Top of Dataset excerpts
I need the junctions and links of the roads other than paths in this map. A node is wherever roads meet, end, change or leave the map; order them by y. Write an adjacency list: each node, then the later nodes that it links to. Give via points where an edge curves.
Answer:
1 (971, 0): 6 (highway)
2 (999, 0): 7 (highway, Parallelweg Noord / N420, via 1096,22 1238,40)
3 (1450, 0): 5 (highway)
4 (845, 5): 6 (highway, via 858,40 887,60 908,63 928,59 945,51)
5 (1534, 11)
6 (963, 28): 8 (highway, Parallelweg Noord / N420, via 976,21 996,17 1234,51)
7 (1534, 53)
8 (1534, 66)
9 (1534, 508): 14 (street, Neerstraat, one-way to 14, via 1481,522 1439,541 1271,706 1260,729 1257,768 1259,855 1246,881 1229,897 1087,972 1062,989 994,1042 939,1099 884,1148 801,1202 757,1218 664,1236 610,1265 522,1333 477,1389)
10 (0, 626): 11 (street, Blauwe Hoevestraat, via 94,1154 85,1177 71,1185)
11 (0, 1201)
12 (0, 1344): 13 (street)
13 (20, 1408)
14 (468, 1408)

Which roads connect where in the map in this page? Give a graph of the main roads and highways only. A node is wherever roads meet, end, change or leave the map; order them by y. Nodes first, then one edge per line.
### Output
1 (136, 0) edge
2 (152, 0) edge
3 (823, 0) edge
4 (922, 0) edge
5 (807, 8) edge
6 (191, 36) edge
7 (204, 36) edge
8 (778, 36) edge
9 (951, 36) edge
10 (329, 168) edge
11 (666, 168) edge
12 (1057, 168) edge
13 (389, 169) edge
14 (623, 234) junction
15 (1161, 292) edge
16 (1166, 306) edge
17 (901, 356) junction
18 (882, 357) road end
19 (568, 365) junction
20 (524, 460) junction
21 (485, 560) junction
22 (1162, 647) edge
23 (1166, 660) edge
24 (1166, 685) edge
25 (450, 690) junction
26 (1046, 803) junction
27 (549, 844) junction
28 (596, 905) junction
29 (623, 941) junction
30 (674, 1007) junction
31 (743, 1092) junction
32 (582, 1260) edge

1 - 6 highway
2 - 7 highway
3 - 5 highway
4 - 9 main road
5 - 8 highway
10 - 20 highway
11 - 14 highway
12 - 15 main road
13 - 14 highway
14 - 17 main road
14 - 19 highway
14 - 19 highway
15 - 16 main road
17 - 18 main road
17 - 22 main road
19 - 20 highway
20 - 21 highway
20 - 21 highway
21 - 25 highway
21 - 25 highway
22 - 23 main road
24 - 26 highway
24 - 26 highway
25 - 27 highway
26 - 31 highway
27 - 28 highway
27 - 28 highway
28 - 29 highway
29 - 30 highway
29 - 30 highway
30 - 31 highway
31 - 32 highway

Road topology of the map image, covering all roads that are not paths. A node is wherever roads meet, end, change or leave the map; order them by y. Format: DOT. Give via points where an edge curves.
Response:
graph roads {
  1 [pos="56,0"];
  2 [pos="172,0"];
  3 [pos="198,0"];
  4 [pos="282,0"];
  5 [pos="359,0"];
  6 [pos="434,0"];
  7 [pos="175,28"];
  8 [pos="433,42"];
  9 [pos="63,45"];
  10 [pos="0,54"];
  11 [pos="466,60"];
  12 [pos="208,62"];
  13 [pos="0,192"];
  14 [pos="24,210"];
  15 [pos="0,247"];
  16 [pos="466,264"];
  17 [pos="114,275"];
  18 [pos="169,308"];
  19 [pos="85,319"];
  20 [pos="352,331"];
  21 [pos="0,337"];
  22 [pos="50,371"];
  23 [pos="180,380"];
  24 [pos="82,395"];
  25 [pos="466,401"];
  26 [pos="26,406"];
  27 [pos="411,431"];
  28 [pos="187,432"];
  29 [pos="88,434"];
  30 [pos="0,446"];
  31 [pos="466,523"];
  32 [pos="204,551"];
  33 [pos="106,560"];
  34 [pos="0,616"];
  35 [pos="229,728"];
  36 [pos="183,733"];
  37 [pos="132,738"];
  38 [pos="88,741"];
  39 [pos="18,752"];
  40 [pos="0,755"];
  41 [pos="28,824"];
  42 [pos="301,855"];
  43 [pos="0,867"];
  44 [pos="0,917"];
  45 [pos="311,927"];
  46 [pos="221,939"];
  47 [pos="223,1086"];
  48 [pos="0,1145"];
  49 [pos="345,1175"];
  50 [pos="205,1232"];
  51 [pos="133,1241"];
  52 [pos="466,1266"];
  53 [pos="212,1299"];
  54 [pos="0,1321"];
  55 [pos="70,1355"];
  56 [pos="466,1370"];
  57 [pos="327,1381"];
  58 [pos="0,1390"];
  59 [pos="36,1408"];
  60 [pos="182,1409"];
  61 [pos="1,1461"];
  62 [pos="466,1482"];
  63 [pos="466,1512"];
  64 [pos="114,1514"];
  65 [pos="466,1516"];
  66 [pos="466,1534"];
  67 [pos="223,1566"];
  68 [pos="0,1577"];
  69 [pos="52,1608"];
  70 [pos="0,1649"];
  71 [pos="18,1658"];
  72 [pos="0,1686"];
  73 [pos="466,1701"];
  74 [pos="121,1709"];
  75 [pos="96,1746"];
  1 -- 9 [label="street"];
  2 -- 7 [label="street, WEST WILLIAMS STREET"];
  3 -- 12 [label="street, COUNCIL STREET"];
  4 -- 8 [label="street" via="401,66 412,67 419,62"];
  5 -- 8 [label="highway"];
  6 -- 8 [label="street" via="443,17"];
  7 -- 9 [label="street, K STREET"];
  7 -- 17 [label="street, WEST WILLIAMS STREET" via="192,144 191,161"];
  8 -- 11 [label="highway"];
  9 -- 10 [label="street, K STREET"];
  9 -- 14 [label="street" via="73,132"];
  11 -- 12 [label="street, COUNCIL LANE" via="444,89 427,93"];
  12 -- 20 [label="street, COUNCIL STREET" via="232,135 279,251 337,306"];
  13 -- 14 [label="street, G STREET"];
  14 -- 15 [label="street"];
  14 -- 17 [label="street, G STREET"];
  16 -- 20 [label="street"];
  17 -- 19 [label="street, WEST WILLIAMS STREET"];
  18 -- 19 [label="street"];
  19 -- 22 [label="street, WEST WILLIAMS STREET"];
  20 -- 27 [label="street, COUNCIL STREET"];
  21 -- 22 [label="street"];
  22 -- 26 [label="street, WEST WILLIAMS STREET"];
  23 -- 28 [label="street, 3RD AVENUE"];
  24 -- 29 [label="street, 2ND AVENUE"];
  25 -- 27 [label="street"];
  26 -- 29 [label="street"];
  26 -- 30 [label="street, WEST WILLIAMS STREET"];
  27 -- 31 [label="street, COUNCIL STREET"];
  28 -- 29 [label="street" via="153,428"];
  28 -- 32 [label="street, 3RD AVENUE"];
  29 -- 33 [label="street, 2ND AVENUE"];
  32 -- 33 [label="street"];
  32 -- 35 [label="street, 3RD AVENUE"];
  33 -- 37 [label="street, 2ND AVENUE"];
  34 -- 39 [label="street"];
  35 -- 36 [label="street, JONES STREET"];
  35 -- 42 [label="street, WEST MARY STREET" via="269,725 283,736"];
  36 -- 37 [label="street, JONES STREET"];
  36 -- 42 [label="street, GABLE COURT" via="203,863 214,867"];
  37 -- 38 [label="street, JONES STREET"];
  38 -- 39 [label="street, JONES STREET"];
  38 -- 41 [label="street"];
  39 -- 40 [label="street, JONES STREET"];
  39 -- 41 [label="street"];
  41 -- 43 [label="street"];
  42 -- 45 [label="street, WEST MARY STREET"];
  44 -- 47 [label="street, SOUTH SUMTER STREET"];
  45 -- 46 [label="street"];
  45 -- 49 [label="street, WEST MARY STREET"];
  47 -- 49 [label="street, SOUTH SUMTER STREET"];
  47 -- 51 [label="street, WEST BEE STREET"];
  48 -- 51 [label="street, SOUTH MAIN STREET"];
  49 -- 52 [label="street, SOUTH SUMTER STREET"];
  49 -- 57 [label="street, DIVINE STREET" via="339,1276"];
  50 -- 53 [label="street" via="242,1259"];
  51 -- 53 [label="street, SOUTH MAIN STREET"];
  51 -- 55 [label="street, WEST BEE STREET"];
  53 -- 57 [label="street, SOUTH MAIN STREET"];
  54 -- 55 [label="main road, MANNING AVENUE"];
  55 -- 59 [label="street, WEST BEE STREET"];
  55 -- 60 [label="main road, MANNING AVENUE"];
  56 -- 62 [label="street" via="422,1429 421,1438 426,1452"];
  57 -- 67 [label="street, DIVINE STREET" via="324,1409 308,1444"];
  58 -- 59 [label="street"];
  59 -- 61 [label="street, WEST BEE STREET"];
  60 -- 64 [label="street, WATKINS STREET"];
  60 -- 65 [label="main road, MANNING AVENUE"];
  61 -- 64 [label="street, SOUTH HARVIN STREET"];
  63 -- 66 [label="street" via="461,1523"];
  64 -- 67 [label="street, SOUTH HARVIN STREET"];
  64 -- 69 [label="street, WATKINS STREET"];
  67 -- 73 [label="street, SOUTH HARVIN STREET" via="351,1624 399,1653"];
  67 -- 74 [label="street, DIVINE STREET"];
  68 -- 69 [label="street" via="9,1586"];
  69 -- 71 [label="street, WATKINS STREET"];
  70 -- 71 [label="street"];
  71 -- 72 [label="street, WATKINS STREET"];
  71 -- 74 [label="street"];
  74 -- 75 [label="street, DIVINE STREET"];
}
Bottom of Dataset excerpts
Scan the listing for the string "WATKINS" and copy every line that carries it.

  60 -- 64 [label="street, WATKINS STREET"];
  64 -- 69 [label="street, WATKINS STREET"];
  69 -- 71 [label="street, WATKINS STREET"];
  71 -- 72 [label="street, WATKINS STREET"];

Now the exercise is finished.